The Bucket List Directed by Rob Reiner
The Bucket List is a bizarro brother to Coppola’s muddled but dignified meditation on aging and death. The film’s trailers suggest the triteness you’re in for, and Morgan Freeman’s opening narration—the same wise-old-black-man spiel that ruined The Shawshank Redemption and once again bristles here—seconds it. And the entire Rob Reiner-directed sick-buddy dramedy, boasting the odd-couple pairing of Freeman and Jack Nicholson, delivers. Even scripter Justin Zackham seems to know the drivel he’s dishing out. When Nicholson’s cancer-ridden character learns of the concept of the “bucket list”—a catalog of all the stuff you want to do before you kick said bucket—his response is an apt description for the movie. “Cutesy,” he says, dismissively.
That said, Reiner’s film isn’t terrible, just flat—though lifelessness is a pretty damning characteristic in a story about living it up before you die. Freeman’s Carter is a mechanic who dropped out of college when his wife became pregnant. Forty-five years later, their relationship is tepid, and it gets no warmer once he learns he has cancer. Meanwhile, Nicholson’s Edward, a wealthy bachelor and businessman with a special interest in buying hospitals, is still kicking—until he squawks to a board of a new property that the facility is to have “two beds to a room, no exceptions.” Almost immediately after the words come out of his mouth, he coughs up blood. Later, he wakes up next to Carter, naturally demanding that he be granted an exception to the roommate policy. Plus, he likes superfancy coffee, while Carter thinks Chock Full o’ Nuts is aces. Let the wackiness begin.
The film’s title comes into play when Carter begins composing his to-do list; his choices are largely philosophical and selfless, and Edward declares them “extremely weak.” (Zackham’s self-awareness again?) Edward has the cash, so he adds sports cars, sky-diving, and loads of travel to Carter’s to-dos, persuades him to spend his final days with him instead of his wife, and off they go.
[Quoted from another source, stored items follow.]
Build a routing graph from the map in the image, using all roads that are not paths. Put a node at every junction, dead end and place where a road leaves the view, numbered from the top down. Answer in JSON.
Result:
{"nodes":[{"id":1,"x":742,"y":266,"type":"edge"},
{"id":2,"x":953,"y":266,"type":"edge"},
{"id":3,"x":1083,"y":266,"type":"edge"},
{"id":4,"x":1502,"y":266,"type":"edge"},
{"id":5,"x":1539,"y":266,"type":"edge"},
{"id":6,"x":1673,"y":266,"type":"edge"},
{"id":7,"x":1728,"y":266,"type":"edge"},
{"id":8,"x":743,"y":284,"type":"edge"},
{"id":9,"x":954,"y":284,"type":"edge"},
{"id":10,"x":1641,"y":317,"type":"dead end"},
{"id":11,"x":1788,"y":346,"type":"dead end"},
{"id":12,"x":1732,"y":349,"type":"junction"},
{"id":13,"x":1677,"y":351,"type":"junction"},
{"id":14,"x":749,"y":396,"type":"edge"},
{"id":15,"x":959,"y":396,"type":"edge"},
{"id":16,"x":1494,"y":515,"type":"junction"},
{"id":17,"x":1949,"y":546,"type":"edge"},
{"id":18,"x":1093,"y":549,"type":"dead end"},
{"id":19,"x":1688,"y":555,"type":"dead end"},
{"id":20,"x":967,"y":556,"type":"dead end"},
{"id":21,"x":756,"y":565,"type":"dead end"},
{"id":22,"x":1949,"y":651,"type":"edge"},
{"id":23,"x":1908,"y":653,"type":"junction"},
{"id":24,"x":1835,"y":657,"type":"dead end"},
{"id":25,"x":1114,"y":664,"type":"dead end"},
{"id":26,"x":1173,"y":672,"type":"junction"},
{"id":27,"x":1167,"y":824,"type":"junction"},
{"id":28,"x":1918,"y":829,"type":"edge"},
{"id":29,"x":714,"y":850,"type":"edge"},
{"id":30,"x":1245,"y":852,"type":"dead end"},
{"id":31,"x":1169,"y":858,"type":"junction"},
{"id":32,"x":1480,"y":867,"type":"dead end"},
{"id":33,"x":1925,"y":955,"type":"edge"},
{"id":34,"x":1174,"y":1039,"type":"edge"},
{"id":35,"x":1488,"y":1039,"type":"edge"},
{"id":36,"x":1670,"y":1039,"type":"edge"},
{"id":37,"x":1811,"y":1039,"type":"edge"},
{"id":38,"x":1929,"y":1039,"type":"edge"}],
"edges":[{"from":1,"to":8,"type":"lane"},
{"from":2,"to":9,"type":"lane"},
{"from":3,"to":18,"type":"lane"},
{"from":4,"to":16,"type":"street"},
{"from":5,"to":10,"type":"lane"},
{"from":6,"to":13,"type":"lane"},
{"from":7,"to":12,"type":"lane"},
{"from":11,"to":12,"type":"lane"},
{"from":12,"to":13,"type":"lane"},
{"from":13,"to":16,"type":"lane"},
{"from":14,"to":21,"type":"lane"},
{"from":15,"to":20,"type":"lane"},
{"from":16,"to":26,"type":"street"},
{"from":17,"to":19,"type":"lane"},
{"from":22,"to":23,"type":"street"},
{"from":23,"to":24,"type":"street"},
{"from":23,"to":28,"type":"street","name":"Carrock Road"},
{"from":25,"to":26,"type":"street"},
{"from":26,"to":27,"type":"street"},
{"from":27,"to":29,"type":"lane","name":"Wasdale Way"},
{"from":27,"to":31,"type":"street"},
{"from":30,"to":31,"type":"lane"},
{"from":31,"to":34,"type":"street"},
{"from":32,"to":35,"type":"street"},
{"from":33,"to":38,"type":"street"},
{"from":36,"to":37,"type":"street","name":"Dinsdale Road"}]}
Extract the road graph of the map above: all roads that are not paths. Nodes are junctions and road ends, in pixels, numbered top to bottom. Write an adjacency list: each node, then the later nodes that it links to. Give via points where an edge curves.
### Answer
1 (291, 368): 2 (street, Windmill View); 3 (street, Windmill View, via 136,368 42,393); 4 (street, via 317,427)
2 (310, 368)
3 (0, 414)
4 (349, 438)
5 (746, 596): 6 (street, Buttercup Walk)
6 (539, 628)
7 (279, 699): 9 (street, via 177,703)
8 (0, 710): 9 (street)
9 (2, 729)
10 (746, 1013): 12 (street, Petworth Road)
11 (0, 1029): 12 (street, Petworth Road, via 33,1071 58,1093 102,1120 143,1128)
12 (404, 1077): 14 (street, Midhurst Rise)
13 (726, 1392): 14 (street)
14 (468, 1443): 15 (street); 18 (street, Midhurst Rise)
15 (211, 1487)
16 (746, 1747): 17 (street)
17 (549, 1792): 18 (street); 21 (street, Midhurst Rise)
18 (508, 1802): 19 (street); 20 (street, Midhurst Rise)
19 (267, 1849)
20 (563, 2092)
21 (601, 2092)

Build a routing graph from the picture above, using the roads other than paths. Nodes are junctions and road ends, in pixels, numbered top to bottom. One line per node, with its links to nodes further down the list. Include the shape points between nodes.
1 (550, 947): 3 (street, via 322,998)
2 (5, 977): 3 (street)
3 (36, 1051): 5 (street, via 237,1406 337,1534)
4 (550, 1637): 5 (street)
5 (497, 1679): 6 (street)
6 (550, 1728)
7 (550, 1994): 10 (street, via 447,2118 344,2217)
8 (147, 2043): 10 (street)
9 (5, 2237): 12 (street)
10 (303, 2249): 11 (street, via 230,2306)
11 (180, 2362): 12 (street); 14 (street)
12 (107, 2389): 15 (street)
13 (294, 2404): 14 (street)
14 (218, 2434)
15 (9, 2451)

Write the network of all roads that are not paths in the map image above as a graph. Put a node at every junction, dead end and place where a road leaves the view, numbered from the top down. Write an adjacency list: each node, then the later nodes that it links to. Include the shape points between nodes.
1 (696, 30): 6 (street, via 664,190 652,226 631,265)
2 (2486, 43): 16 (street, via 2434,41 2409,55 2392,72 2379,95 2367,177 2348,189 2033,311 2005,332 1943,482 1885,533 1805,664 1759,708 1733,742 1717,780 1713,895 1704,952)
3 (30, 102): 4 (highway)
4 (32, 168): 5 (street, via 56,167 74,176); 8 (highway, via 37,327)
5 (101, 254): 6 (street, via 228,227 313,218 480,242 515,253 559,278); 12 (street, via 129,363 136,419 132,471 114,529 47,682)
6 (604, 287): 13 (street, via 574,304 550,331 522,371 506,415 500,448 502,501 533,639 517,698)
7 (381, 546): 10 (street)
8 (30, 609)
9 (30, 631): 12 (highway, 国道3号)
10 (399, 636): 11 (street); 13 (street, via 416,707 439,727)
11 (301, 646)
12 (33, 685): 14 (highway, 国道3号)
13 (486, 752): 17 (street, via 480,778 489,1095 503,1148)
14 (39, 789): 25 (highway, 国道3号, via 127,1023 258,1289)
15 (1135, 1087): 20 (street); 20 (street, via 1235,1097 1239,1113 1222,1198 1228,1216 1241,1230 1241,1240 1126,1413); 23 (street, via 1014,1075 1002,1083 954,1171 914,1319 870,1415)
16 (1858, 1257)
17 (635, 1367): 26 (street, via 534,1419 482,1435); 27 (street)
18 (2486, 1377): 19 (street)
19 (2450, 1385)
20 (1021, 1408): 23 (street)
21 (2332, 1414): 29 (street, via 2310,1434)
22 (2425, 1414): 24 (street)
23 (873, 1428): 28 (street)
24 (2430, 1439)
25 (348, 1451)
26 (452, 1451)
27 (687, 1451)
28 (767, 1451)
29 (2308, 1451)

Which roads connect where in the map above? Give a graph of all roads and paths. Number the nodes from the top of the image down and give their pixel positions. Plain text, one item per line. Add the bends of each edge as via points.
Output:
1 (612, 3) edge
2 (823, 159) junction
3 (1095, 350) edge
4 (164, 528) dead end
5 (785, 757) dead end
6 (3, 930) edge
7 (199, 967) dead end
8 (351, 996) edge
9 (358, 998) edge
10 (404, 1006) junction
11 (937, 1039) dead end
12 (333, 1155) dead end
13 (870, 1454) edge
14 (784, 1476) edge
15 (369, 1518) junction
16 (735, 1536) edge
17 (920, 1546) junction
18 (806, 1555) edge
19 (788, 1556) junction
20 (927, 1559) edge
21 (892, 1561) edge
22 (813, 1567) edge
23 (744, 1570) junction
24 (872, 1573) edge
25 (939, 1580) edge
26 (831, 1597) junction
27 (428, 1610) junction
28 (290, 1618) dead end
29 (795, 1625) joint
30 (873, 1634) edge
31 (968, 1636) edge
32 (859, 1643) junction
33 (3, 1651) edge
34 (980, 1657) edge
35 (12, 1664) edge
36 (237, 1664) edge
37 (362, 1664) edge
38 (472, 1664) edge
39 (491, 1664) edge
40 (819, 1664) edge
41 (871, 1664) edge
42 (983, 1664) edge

Like Youth Without Youth, The Bucket List has some sweet cinematography going for it—pyramids, polar caps, and the Great Wall are gorgeously depicted—but little else. Almost nothing feels genuine here, from the men’s friendship (knowing chuckles can take even the best actors only so far) to their whooping last hurrahs (an already-dull drag race is accompanied by an excruciating cover of ZZ Top’s “Tush”) to the by-the-numbers heartstring-tugging (a cute widdle granddaughter! dramatic collapses!). Worse, Reiner likes to highlight, underline, and add exclamation points to the story, such as having Carter react to bad news first with a slack-jawed dropping of his cigarette and later with a forceful crumpling of his list. Freeman at least had the right idea with the latter—it’s what he and Nicholson should have done when they first eyed the script.